7. The Importance of Health & Safety - BICSc

Fri 24 Apr 2015 05:47:00 PM EEST

It is the responsibility of the Assessor at the start of every assessment, to advise the candidate the 5 points of principle criteria, of which they will be assessed upon.* The principle criteria is found in the Assessment Guidance Notes, located in each assessment kit. Assessors must ensure they are familiar with all sections of the assessment guidance notes and act upon them.

The assessment criteria for every Skill will feature at least one warning triangle. This triangle denotes in most cases Health & Safety and the importance of the candidate completing this aspect of the assessment correctly. If a triangle is featured and the candidate fails to carry out the skill in accordance with the skill criteria, the assessor is required to stop the assessment.

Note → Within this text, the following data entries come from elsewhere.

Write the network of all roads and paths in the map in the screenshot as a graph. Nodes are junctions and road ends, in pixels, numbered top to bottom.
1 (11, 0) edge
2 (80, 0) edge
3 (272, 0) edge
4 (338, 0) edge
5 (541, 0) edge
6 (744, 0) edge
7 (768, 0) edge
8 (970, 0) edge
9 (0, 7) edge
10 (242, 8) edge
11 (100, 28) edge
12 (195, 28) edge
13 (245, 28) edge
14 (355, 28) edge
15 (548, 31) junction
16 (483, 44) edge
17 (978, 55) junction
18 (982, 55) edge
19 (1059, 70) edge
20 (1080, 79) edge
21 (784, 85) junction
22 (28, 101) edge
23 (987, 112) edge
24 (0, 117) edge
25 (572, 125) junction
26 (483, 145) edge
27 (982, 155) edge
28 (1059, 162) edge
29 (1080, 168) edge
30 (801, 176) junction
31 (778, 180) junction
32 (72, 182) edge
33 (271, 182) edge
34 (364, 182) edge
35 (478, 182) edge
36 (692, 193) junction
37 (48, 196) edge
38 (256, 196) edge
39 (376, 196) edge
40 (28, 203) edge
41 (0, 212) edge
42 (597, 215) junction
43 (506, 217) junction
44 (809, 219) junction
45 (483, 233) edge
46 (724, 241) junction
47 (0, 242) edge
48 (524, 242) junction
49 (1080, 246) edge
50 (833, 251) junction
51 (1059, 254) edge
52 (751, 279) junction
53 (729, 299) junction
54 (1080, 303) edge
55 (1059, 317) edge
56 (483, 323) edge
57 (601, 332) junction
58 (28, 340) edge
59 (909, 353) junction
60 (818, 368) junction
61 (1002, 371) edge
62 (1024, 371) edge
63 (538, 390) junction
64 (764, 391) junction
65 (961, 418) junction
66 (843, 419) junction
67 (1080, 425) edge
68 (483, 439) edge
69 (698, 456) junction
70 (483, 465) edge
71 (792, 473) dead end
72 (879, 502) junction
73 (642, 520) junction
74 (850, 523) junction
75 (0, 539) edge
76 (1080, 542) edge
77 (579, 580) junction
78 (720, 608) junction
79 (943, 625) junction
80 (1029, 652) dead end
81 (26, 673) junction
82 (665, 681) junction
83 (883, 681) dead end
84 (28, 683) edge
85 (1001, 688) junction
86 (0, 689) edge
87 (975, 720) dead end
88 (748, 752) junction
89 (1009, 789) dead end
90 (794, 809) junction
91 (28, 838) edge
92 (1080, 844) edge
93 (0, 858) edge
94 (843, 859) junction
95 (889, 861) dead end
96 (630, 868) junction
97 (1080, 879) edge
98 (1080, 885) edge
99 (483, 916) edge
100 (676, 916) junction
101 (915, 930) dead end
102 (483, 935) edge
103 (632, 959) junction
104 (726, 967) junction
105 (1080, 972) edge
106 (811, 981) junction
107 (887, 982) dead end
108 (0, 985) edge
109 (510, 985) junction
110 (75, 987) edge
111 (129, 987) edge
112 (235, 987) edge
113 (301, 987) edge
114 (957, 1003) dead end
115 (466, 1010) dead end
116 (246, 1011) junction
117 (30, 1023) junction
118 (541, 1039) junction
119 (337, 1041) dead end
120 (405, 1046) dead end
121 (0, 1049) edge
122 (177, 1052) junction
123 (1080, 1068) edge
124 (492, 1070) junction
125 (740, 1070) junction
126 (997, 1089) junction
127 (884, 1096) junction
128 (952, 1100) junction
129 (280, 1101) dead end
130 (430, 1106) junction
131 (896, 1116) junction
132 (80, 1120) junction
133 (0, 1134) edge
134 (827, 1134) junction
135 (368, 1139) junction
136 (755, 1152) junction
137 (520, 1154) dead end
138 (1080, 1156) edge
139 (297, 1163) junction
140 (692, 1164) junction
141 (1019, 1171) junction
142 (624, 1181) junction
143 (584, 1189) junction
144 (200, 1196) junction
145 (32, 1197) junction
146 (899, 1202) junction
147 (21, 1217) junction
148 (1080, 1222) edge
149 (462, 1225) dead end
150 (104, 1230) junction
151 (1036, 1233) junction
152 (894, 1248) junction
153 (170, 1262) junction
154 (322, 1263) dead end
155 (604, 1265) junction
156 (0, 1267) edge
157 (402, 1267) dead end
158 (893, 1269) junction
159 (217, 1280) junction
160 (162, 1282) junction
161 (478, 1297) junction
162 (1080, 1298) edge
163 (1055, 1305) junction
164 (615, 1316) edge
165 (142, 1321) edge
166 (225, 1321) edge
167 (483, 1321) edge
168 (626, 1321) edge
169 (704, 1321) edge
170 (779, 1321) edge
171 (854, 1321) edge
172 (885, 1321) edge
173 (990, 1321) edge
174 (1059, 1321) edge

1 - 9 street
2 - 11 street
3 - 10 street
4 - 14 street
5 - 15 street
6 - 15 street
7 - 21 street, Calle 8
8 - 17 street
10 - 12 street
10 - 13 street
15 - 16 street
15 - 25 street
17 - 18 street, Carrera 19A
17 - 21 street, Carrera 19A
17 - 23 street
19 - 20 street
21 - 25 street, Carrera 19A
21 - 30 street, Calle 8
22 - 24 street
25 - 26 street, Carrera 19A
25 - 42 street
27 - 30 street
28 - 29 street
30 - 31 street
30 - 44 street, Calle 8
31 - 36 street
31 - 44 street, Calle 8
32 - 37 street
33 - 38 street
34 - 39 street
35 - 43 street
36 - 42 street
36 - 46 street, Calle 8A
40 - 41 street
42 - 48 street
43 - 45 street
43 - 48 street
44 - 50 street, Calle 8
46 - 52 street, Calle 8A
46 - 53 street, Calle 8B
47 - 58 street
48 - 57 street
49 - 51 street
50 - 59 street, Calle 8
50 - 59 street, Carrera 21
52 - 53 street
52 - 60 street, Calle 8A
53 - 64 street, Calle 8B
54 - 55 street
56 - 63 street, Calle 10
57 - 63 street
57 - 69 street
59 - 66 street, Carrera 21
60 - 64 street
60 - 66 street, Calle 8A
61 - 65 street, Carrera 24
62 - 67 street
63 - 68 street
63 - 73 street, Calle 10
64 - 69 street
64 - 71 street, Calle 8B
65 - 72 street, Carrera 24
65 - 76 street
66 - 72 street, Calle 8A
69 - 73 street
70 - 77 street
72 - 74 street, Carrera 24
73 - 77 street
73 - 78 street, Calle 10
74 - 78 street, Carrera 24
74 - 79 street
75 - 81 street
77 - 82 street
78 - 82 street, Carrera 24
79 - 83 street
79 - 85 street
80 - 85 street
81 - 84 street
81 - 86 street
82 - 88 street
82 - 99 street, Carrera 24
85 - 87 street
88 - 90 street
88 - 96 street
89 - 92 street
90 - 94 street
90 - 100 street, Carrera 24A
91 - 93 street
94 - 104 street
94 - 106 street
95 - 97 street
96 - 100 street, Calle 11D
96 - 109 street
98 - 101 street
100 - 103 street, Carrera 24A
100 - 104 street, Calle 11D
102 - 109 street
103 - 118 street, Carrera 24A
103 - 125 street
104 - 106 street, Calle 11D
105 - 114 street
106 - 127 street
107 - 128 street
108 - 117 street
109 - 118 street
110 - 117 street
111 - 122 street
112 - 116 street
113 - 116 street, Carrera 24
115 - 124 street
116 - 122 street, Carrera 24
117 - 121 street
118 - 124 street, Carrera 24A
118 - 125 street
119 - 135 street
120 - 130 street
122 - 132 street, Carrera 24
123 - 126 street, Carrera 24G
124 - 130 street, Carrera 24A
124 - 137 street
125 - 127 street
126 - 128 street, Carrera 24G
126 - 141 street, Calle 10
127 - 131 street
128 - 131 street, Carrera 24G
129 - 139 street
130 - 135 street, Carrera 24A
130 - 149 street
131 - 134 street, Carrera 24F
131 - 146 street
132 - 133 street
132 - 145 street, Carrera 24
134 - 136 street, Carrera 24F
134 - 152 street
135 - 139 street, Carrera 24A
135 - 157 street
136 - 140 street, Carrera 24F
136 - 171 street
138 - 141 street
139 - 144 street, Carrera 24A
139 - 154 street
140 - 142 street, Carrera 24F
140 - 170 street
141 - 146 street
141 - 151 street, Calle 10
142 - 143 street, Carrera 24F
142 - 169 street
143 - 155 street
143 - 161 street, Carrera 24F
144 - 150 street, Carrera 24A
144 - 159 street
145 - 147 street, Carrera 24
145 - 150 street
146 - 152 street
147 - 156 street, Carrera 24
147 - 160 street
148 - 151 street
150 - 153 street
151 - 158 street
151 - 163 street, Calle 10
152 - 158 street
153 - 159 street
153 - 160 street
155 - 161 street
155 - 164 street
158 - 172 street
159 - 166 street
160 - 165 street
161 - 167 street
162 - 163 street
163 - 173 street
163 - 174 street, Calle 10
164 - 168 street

However not all errors made by a candidate can be listed in the assessment kit. Below are listed some of the health & safety errors made by candidates during an audit and where the assessor failed to stop the assessment. This list is not exhaustive and assessors are encouraged to apply the principle above and examples below when conducting their own assessment.

- Standing on and kicking of an electrical cable.
- Not wearing gloves whilst checking equipment.
- Warning signs not sited correctly. (Warning signs are to zone an area; users of the building should not meet the hazard before reaching the warning sign. Warning signs should not be placed in such a way they can increase the risk of tripping, e.g. within a doorway.)
- Walking on a wet floor.
- Turning on the power to the equipment whilst the on/off switch is on the ‘on’ position.
- Equipment left unattended whilst power on.
- Moving a bucket by kicking it.
- Not all of the equipment is selected and checked before cleaning has commenced.
- Wet hands/gloves whilst unplugging or using electrical equipment
- Banging, shaking and vacuuming away from floor level to remove soil from the mop sweep.
- Using boiling water to dilute chemical
- Using just water for Single Solution Mopping
- Cable over the shoulder or wrapped around wrist whilst buffing/spray buffing/suction cleaning
- Not adjusting the level of water to accommodate the chemical to avoid overflowing e.g. Whilst filling a 5lt bucket the dilution required 500ml of chemical. The candidate placed some water into the bucket and added the 500ml chemical solution and then filled the bucket up to the 5ltr mark, thus 500ml of water short.
- Using soiled and or damaged equipment
- The mixing of colour coded equipment
- Not checking for and applying a dressings to cuts/abrasions
- Not washing/rinsing of re-useable personal protective equipment after use
- Not using correct manual handling techniques
- Trigger Spray bottle not labelled
- Pouring excess chemical solution back into the container
-Removing plug from socket before turning off power
- Not checking the machine operating switch is in the off position before plugging it in
- Not completing the assessment in full, thus not acquiring sufficient points to pass, e.g. Not mop sweeping after spray buffing
- Removing warning signs before the floor is dry
- Storing the rotary floor machine with the disc drive attached
- The candidate saying what they would do, not actually doing it.
- Not wiping signs down at conclusion
- Not wearing hand protection whilst removing debris from floor and handling soiled equipment and materials.
- Using general non-disposable cloth on washroom equipment
In some cases the assessor has contributed to the unsafe practice and increased the risk of the candidate failing the assessment. The following errors were made by assessors:

- Not clearly indicating the area to be cleaned, during the pre-brief
- Indicating an area out too large or small, not as stated in the minimum requirements (about a car parking area)
- Not providing and or checking the equipment and materials prior to the assessment
- Asking the candidate questions during the assessment
- Prompting the candidate during the assessment
- Telling the candidate the pass mark and timings before the start of the assessment
The regulations states that the assessment must be terminated immediately if the candidate acts unsafely. This Assessor Bulletin and the assessment criteria may not have listed every unsafe practice; however if candidate is acting unsafely, the assessment must be stopped.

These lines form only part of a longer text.